Data items:
.....

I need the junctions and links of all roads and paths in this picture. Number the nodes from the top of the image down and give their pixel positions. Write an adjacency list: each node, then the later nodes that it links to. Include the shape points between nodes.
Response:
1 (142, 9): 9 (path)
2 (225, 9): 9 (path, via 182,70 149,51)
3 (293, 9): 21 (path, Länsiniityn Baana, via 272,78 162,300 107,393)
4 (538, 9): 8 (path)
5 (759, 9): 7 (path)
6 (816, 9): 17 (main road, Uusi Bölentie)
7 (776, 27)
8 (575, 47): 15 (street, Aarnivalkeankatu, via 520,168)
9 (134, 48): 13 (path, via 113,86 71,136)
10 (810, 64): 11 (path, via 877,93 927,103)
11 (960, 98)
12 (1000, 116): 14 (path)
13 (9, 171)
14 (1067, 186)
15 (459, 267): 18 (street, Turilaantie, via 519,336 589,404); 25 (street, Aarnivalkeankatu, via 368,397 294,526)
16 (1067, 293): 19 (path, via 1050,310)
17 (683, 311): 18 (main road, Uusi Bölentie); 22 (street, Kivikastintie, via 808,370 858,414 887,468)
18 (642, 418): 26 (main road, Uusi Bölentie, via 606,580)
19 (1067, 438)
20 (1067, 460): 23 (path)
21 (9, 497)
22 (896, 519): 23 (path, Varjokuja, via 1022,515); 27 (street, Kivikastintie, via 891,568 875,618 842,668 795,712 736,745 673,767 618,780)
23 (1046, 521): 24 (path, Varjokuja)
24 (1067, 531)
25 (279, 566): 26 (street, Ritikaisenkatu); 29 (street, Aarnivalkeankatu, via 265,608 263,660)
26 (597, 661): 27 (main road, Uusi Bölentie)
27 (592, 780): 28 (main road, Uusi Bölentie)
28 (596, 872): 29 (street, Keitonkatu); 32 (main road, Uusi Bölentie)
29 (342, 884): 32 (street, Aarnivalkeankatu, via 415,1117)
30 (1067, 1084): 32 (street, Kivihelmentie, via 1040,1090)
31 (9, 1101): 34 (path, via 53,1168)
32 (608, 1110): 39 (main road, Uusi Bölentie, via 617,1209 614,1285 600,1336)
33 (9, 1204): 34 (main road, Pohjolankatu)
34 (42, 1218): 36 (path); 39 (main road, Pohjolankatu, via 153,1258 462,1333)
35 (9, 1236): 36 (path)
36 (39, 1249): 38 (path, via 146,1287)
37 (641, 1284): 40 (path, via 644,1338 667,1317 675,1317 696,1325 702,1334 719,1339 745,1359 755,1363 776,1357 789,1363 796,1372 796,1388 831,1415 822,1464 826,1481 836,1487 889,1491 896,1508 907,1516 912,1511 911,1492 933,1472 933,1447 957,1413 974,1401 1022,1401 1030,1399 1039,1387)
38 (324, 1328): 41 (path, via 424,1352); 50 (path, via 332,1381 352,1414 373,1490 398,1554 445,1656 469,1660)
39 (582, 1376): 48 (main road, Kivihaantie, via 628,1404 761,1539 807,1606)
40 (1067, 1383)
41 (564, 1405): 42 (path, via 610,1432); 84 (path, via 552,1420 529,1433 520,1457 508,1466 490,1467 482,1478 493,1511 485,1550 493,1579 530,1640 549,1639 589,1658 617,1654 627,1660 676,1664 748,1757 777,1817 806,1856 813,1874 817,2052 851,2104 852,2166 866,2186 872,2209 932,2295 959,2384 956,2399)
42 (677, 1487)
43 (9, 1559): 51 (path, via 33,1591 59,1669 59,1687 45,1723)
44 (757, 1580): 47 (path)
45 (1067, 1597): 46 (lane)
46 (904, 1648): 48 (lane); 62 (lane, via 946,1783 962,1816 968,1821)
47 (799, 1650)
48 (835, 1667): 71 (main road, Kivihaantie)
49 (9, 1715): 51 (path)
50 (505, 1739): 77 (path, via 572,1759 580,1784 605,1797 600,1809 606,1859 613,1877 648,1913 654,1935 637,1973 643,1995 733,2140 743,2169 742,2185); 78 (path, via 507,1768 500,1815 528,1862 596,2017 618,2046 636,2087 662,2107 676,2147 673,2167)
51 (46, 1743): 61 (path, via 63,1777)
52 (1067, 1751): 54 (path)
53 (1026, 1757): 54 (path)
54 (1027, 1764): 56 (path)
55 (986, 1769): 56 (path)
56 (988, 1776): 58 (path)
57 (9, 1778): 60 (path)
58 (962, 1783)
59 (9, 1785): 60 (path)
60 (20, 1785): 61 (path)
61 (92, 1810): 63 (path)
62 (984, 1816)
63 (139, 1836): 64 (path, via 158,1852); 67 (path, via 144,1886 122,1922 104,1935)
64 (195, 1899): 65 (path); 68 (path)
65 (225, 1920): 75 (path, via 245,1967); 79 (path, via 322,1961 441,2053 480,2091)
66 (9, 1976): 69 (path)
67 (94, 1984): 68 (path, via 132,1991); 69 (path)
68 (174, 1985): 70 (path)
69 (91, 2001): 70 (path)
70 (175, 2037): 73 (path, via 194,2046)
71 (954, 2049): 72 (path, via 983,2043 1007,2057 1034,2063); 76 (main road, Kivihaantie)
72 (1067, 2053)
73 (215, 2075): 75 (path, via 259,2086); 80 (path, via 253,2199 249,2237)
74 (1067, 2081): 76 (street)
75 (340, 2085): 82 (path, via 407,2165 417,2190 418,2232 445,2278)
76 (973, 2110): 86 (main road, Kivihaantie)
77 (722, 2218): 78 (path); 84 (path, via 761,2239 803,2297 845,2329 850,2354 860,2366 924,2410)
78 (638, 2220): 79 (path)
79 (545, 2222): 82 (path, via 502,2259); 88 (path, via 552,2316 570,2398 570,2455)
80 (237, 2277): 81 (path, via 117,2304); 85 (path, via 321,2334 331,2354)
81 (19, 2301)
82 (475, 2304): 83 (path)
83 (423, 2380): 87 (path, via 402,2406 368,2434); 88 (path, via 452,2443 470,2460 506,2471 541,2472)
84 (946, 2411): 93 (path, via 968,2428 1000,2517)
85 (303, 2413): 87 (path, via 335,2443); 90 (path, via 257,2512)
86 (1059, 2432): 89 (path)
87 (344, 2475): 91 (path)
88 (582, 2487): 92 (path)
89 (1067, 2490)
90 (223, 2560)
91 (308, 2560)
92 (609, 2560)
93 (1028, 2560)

.....

-- Exercise details --
Could you please reproduce each record exactly, leaving nothing out?

-- Exercise solution --
I need the junctions and links of all roads and paths in this picture. Number the nodes from the top of the image down and give their pixel positions. Write an adjacency list: each node, then the later nodes that it links to. Include the shape points between nodes.
Response:
1 (142, 9): 9 (path)
2 (225, 9): 9 (path, via 182,70 149,51)
3 (293, 9): 21 (path, Länsiniityn Baana, via 272,78 162,300 107,393)
4 (538, 9): 8 (path)
5 (759, 9): 7 (path)
6 (816, 9): 17 (main road, Uusi Bölentie)
7 (776, 27)
8 (575, 47): 15 (street, Aarnivalkeankatu, via 520,168)
9 (134, 48): 13 (path, via 113,86 71,136)
10 (810, 64): 11 (path, via 877,93 927,103)
11 (960, 98)
12 (1000, 116): 14 (path)
13 (9, 171)
14 (1067, 186)
15 (459, 267): 18 (street, Turilaantie, via 519,336 589,404); 25 (street, Aarnivalkeankatu, via 368,397 294,526)
16 (1067, 293): 19 (path, via 1050,310)
17 (683, 311): 18 (main road, Uusi Bölentie); 22 (street, Kivikastintie, via 808,370 858,414 887,468)
18 (642, 418): 26 (main road, Uusi Bölentie, via 606,580)
19 (1067, 438)
20 (1067, 460): 23 (path)
21 (9, 497)
22 (896, 519): 23 (path, Varjokuja, via 1022,515); 27 (street, Kivikastintie, via 891,568 875,618 842,668 795,712 736,745 673,767 618,780)
23 (1046, 521): 24 (path, Varjokuja)
24 (1067, 531)
25 (279, 566): 26 (street, Ritikaisenkatu); 29 (street, Aarnivalkeankatu, via 265,608 263,660)
26 (597, 661): 27 (main road, Uusi Bölentie)
27 (592, 780): 28 (main road, Uusi Bölentie)
28 (596, 872): 29 (street, Keitonkatu); 32 (main road, Uusi Bölentie)
29 (342, 884): 32 (street, Aarnivalkeankatu, via 415,1117)
30 (1067, 1084): 32 (street, Kivihelmentie, via 1040,1090)
31 (9, 1101): 34 (path, via 53,1168)
32 (608, 1110): 39 (main road, Uusi Bölentie, via 617,1209 614,1285 600,1336)
33 (9, 1204): 34 (main road, Pohjolankatu)
34 (42, 1218): 36 (path); 39 (main road, Pohjolankatu, via 153,1258 462,1333)
35 (9, 1236): 36 (path)
36 (39, 1249): 38 (path, via 146,1287)
37 (641, 1284): 40 (path, via 644,1338 667,1317 675,1317 696,1325 702,1334 719,1339 745,1359 755,1363 776,1357 789,1363 796,1372 796,1388 831,1415 822,1464 826,1481 836,1487 889,1491 896,1508 907,1516 912,1511 911,1492 933,1472 933,1447 957,1413 974,1401 1022,1401 1030,1399 1039,1387)
38 (324, 1328): 41 (path, via 424,1352); 50 (path, via 332,1381 352,1414 373,1490 398,1554 445,1656 469,1660)
39 (582, 1376): 48 (main road, Kivihaantie, via 628,1404 761,1539 807,1606)
40 (1067, 1383)
41 (564, 1405): 42 (path, via 610,1432); 84 (path, via 552,1420 529,1433 520,1457 508,1466 490,1467 482,1478 493,1511 485,1550 493,1579 530,1640 549,1639 589,1658 617,1654 627,1660 676,1664 748,1757 777,1817 806,1856 813,1874 817,2052 851,2104 852,2166 866,2186 872,2209 932,2295 959,2384 956,2399)
42 (677, 1487)
43 (9, 1559): 51 (path, via 33,1591 59,1669 59,1687 45,1723)
44 (757, 1580): 47 (path)
45 (1067, 1597): 46 (lane)
46 (904, 1648): 48 (lane); 62 (lane, via 946,1783 962,1816 968,1821)
47 (799, 1650)
48 (835, 1667): 71 (main road, Kivihaantie)
49 (9, 1715): 51 (path)
50 (505, 1739): 77 (path, via 572,1759 580,1784 605,1797 600,1809 606,1859 613,1877 648,1913 654,1935 637,1973 643,1995 733,2140 743,2169 742,2185); 78 (path, via 507,1768 500,1815 528,1862 596,2017 618,2046 636,2087 662,2107 676,2147 673,2167)
51 (46, 1743): 61 (path, via 63,1777)
52 (1067, 1751): 54 (path)
53 (1026, 1757): 54 (path)
54 (1027, 1764): 56 (path)
55 (986, 1769): 56 (path)
56 (988, 1776): 58 (path)
57 (9, 1778): 60 (path)
58 (962, 1783)
59 (9, 1785): 60 (path)
60 (20, 1785): 61 (path)
61 (92, 1810): 63 (path)
62 (984, 1816)
63 (139, 1836): 64 (path, via 158,1852); 67 (path, via 144,1886 122,1922 104,1935)
64 (195, 1899): 65 (path); 68 (path)
65 (225, 1920): 75 (path, via 245,1967); 79 (path, via 322,1961 441,2053 480,2091)
66 (9, 1976): 69 (path)
67 (94, 1984): 68 (path, via 132,1991); 69 (path)
68 (174, 1985): 70 (path)
69 (91, 2001): 70 (path)
70 (175, 2037): 73 (path, via 194,2046)
71 (954, 2049): 72 (path, via 983,2043 1007,2057 1034,2063); 76 (main road, Kivihaantie)
72 (1067, 2053)
73 (215, 2075): 75 (path, via 259,2086); 80 (path, via 253,2199 249,2237)
74 (1067, 2081): 76 (street)
75 (340, 2085): 82 (path, via 407,2165 417,2190 418,2232 445,2278)
76 (973, 2110): 86 (main road, Kivihaantie)
77 (722, 2218): 78 (path); 84 (path, via 761,2239 803,2297 845,2329 850,2354 860,2366 924,2410)
78 (638, 2220): 79 (path)
79 (545, 2222): 82 (path, via 502,2259); 88 (path, via 552,2316 570,2398 570,2455)
80 (237, 2277): 81 (path, via 117,2304); 85 (path, via 321,2334 331,2354)
81 (19, 2301)
82 (475, 2304): 83 (path)
83 (423, 2380): 87 (path, via 402,2406 368,2434); 88 (path, via 452,2443 470,2460 506,2471 541,2472)
84 (946, 2411): 93 (path, via 968,2428 1000,2517)
85 (303, 2413): 87 (path, via 335,2443); 90 (path, via 257,2512)
86 (1059, 2432): 89 (path)
87 (344, 2475): 91 (path)
88 (582, 2487): 92 (path)
89 (1067, 2490)
90 (223, 2560)
91 (308, 2560)
92 (609, 2560)
93 (1028, 2560)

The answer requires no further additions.